1974 - 1988 : la cristallisation et la routinisation de l'emploi du terme vote utile

 

Il est intéressant de remarquer que parallèlement à l'essor du vote utile en France, apparaît dans les années 1970 la théorisation de ce phénomène par l'intermédiaire des Américains, Allan Gibbard et Mark Sattherwaite, sous le nom de tactical voting [vote tactique]. Dès lors, les théories de l'individualisme méthodologique utiliseront beaucoup ce paradigme de sociologie électorale.
En outre, l’expression figée commence à cristalliser : Michel Rocard parle en 1973 à la télévision de « vote utile ou efficace » pour expliquer son échec.

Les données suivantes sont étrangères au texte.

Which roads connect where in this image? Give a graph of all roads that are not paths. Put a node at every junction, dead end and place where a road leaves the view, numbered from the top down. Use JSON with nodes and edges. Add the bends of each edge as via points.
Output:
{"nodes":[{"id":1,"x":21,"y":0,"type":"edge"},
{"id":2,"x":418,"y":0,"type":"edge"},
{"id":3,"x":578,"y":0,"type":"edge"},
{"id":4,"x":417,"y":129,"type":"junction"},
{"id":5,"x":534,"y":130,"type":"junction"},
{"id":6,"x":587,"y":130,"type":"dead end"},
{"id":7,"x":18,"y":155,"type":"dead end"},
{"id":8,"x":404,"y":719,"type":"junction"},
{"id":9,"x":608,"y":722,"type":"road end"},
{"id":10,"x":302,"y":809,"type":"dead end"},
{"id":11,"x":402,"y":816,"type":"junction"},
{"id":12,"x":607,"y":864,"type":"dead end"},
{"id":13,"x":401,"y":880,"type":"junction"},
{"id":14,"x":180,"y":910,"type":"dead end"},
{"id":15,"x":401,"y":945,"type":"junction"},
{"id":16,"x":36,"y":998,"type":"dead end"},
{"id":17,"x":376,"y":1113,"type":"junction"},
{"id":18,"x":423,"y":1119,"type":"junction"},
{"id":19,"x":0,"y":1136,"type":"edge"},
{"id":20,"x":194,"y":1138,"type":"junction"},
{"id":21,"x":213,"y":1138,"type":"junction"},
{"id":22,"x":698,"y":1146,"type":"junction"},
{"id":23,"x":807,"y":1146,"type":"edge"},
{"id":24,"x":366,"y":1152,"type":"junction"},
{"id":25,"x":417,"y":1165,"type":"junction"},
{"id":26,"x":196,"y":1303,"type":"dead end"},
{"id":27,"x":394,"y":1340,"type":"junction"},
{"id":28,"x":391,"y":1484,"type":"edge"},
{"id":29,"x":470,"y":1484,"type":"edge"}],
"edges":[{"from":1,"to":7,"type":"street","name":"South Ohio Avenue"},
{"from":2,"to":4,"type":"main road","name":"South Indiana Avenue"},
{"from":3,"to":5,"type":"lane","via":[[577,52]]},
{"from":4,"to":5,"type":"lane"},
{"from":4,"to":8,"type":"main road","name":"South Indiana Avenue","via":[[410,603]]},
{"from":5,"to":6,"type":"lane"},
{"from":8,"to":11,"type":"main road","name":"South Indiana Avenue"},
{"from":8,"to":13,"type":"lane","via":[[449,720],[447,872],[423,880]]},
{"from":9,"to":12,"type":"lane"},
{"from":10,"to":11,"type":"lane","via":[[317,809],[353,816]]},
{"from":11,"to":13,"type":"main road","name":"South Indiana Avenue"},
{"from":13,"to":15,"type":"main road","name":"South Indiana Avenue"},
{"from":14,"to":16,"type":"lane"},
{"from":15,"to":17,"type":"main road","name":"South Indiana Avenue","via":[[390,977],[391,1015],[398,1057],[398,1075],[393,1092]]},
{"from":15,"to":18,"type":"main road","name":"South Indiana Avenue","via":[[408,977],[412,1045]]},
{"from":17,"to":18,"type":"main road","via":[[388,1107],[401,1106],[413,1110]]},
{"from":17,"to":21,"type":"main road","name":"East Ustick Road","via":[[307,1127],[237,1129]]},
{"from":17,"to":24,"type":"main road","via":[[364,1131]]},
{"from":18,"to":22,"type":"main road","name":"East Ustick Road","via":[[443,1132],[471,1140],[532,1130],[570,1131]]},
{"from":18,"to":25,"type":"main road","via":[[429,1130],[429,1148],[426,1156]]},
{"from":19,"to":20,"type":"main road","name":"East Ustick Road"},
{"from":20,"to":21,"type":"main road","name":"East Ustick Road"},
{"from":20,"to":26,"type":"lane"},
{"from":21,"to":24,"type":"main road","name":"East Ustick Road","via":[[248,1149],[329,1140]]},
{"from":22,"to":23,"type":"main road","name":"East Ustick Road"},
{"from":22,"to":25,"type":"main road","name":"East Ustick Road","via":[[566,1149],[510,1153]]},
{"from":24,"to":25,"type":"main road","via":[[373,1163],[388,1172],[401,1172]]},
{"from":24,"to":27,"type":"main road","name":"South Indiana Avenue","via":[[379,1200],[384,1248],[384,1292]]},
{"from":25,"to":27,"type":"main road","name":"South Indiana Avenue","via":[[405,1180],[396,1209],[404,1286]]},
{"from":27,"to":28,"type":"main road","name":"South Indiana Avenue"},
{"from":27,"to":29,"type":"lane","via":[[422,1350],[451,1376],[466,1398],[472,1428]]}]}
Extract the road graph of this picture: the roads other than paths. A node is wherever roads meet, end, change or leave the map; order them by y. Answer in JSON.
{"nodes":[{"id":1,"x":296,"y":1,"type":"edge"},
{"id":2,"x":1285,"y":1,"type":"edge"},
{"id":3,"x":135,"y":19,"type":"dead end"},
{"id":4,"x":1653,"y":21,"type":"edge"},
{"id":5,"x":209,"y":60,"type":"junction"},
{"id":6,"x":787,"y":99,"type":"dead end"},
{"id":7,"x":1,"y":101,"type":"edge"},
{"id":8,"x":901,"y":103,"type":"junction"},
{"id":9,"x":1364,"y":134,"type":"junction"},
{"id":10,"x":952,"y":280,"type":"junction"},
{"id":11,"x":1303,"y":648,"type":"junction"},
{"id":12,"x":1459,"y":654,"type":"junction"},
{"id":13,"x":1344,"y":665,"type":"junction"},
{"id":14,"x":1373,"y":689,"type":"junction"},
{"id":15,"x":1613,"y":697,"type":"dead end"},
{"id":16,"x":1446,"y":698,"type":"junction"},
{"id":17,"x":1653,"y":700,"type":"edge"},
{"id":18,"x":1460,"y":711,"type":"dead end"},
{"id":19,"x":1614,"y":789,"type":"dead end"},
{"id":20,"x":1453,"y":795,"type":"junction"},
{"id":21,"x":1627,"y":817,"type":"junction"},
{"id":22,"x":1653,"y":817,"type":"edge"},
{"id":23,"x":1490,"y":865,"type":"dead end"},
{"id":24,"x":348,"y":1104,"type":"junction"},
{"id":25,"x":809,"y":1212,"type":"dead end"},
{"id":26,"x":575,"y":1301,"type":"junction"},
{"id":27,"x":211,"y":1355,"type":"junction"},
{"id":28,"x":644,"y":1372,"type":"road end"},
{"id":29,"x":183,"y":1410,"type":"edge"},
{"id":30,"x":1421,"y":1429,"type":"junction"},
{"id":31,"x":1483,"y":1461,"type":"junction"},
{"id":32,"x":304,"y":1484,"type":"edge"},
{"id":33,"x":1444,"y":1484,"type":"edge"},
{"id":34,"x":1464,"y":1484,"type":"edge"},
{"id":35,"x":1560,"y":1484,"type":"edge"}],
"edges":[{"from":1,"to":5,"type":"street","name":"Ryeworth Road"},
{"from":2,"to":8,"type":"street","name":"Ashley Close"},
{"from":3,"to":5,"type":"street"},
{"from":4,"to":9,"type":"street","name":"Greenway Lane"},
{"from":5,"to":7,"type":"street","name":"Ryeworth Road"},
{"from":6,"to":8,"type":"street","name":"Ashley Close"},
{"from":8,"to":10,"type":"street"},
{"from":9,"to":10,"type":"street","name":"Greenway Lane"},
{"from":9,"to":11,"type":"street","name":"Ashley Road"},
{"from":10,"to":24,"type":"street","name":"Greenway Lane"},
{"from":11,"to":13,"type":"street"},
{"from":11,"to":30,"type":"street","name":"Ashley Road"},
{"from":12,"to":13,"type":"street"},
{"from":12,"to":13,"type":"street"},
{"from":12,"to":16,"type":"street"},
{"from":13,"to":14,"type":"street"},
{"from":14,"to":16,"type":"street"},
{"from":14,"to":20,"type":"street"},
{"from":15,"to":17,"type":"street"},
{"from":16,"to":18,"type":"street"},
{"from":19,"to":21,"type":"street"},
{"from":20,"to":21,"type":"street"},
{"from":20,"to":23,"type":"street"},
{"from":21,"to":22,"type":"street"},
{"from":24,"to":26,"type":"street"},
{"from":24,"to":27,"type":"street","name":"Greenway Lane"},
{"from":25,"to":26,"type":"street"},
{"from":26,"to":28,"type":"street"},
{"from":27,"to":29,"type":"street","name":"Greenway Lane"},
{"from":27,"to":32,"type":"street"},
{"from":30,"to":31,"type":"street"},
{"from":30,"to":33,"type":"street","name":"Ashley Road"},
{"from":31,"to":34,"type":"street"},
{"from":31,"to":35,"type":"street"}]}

C'est en fait l'élection présidentielle de 1974 qui est fondamentale pour la construction de cette expression. On peut le remarquer en observant trois phénomènes :

 

1) après avoir été éliminée dès le premier tour en 1969, la gauche décide à nouveau de se regrouper et de ne présenter qu'un candidat – François Mitterrand. Là encore, la stratégie de l'utilité d'une seule candidature se déploie : la logique du « vote utile » liée au mode de scrutin lui-même joue à plein ;

 

2) mais ce qui fait des élections de 1974 un événement fondamental pour le « vote utile » c'est aussi que la droite est, cette fois, divisée : Valéry Giscard d’Estaing le dispute au gaulliste Jacques Chaban-Delmas, successeur en titre de Georges Pompidou, décédé en avril 1974. Le gaulliste veut jouer sur le « vote utile » face à son concurrent, en s'appuyant sur la rhétorique gaullienne du « rassemblement ». Il dit par exemple en avril 1974 : « Il m'est apparu que ma candidature était indispensable, pour barrer la route aux candidats du parti socialiste et du PCF » ; quelques jours plus tard : « ne tombez ni d'un côté ni de l'autre... ». Mais lors de la soirée post-électorale de 1974, Pierre Charpy, journaliste à La Nation, dira que Chaban-Delmas « a beaucoup souffert des conditions dans lesquelles cette campagne s'est engagée […] autour des thèmes de l'unité de candidature, le bon, le mauvais candidat ». Le pari de Chaban-Delmas est donc perdu malgré sa campagne autour de l'utilité de sa présence.

 

3) Jean-Marie Le Pen essaie lui aussi de se faire une place dans l'échiquier politique à droite de Giscard d'Estaing.

 

Le FN du statut de victime du vote Utile à celui de prétendant au vote utile

 

Le Front National joue aussi sur le terrain du vote utile en se montrant hostile à la gauche et très opposé à la droite. Jean-Marie Le Pen regrette ainsi amèrement le « vote utile » en faveur de Pompidou en 1974 : « un certain nombre d'électeurs ont jugé utile, et plus intelligent, tactiquement, de voter pour M. Giscard d'Estaing en essayant de barrer la route au marxisme. » Il déplore que les électeurs n'aient pas « voté pour leurs idées. » (Le Pen, 19/04/1974).    
Le « vote utile » permet ainsi de comprendre une part de l'ascension du FN et de sa dynamique depuis sa création. Toutefois, les élections « intermédiaires » des années 1980 – européennes (1984) et cantonales (1985) – ne sont pas propices au « vote utile », l’enjeu d’une élimination du second tour étant inexistant du fait même du mode de scrutin (proportionnelle d’une part et qualification pour le second tour au-dessus d’un seuil et non par élimination des candidats arrivés en-deçà de la deuxième position). Le FN s’étant imposé au point de rassembler 14,8% des voix en 1988, il utilise dès lors à son profit le « vote utile » jusque-là déploré. Ainsi, en 1995, Le Pen appelle l’électeur de Philippe de Villiers à « voter utile […] pour reporter ses voix sur le candidat bien placé », c'est-à-dire le FN. Ce parti passe donc de victime du vote utile (1974) à celui de prétendant au vote utile (1995). Grâce aux appels au vote utile, ou, au contraire à « voter pour ses idées », on entrevoit peut-être la force d’un parti dans le champ politique à un moment donné.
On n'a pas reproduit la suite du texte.